▸ RECORDS PROVIDED:

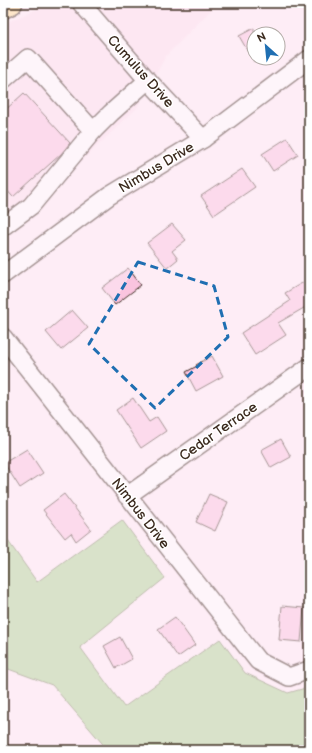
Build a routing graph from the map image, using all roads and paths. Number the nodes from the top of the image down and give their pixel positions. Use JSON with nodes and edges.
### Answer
---
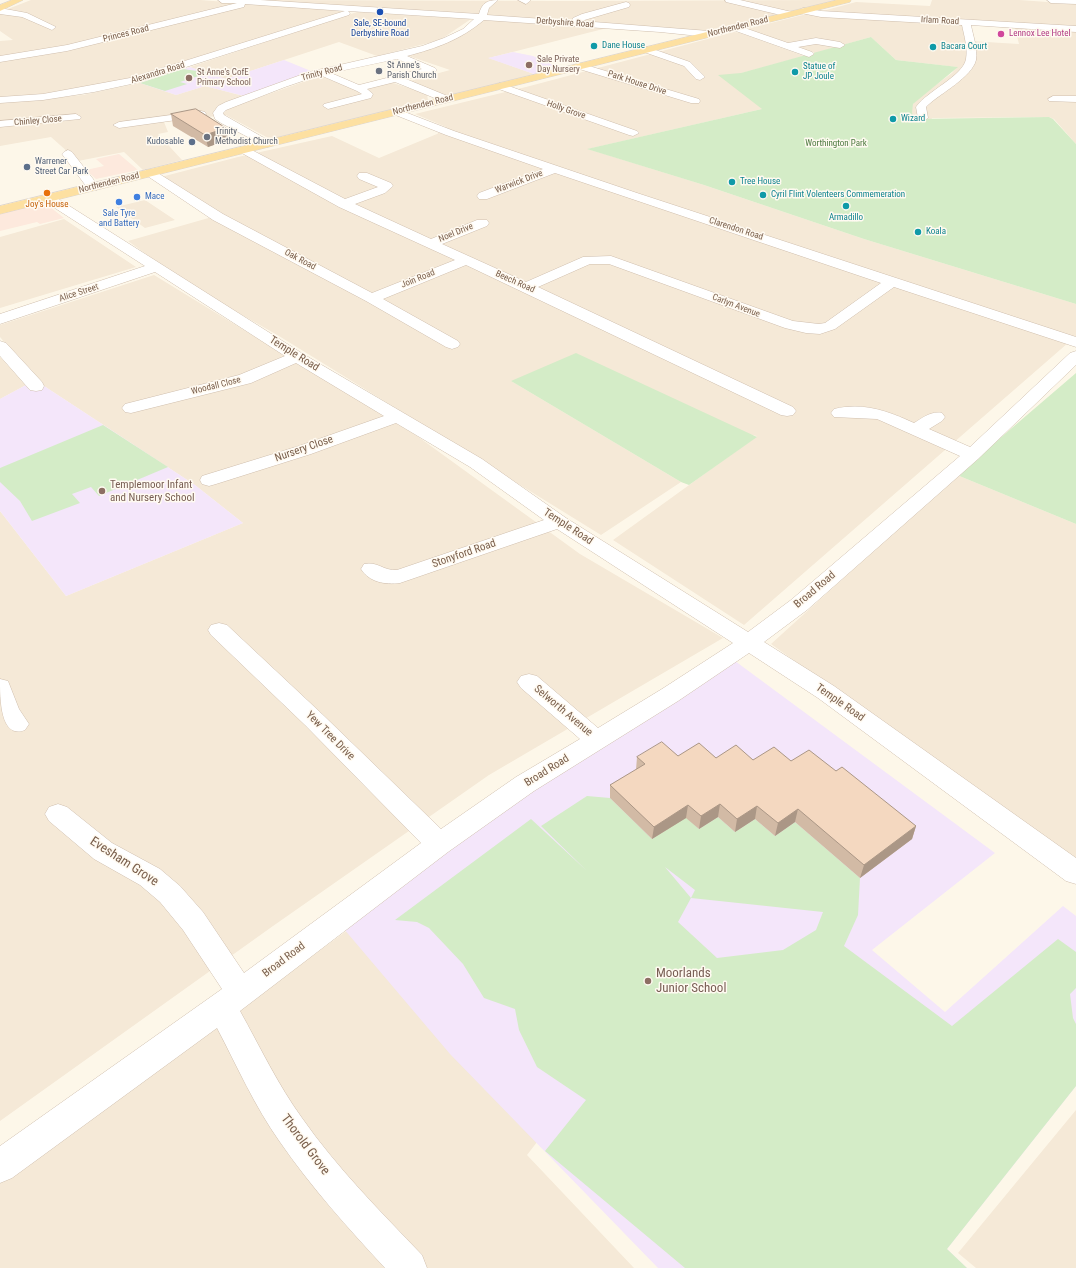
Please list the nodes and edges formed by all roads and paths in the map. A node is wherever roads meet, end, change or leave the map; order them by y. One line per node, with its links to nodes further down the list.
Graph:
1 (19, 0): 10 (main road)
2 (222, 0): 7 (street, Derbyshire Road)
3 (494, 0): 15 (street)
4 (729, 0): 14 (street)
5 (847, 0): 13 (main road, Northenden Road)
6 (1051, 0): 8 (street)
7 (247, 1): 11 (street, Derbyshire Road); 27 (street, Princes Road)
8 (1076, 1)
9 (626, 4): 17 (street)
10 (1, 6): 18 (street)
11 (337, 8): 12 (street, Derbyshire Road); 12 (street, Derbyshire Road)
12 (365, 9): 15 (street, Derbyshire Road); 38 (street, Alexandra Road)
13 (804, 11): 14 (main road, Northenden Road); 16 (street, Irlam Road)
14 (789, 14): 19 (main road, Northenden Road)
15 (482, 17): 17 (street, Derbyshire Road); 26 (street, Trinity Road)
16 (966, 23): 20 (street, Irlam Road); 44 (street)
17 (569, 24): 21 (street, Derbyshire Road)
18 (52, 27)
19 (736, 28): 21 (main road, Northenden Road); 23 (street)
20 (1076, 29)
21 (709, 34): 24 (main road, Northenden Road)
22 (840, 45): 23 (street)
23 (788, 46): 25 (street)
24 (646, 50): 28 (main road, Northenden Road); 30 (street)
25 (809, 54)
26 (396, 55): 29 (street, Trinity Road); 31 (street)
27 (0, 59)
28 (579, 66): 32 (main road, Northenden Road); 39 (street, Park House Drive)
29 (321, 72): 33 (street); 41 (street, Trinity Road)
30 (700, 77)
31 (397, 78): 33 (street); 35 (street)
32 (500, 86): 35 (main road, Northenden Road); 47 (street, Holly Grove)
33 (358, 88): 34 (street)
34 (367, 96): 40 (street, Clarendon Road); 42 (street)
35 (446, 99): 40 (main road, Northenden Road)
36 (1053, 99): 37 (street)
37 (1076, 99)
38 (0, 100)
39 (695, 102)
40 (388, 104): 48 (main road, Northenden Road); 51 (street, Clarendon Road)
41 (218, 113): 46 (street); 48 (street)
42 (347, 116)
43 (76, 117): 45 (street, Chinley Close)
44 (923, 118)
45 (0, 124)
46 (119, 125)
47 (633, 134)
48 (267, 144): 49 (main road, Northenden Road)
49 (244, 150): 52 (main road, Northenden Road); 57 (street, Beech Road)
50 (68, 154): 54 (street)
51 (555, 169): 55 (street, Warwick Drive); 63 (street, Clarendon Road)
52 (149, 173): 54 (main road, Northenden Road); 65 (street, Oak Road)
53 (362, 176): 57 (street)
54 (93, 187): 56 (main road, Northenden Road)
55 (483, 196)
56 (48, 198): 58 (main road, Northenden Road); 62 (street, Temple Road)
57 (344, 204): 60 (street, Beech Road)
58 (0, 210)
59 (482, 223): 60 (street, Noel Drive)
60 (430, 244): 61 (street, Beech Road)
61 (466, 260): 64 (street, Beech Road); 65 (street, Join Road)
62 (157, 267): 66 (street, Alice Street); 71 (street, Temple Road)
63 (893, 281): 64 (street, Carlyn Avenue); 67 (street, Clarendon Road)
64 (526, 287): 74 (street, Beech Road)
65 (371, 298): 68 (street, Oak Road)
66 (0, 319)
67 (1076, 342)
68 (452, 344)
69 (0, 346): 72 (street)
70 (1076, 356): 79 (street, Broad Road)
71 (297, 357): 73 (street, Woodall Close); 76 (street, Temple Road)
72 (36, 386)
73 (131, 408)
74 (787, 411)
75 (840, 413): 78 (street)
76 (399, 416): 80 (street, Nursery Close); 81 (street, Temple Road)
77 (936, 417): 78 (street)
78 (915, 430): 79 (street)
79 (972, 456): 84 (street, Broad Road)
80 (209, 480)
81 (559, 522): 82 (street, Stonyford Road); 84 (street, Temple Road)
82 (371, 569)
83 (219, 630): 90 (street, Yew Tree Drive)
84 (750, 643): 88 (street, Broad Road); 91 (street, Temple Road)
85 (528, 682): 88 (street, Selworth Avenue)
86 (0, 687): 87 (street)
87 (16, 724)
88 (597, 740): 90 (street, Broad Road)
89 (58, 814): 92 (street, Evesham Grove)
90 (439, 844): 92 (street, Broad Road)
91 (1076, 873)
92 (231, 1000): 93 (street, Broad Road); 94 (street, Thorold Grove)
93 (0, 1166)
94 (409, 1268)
---
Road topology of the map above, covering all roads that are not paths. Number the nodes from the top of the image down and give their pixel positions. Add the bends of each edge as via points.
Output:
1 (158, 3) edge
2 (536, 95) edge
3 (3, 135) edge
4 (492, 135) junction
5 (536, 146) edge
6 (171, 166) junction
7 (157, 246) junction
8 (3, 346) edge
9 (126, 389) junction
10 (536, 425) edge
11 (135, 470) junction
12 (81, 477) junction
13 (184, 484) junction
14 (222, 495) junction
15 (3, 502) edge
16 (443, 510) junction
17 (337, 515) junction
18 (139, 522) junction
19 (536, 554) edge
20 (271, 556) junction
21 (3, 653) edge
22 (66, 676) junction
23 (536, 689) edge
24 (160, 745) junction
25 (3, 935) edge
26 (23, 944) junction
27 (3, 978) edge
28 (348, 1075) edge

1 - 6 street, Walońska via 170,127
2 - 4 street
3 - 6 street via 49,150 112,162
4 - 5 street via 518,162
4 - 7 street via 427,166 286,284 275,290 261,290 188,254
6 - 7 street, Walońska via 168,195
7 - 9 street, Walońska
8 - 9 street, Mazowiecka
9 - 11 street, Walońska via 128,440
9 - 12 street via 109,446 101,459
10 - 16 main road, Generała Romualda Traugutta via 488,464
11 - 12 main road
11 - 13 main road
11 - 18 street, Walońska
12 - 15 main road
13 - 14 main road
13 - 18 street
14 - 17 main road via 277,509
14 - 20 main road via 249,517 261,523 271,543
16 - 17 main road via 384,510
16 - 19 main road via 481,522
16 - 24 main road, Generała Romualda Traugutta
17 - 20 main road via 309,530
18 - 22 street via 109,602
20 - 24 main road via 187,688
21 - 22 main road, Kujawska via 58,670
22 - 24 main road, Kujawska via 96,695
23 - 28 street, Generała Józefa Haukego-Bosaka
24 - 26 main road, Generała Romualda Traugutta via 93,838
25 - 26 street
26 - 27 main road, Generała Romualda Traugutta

▸ TASK STATEMENT: Return only the number of lines in the listing that contain the word "image".

▸ SOLUTION FOR THIS TASK: 2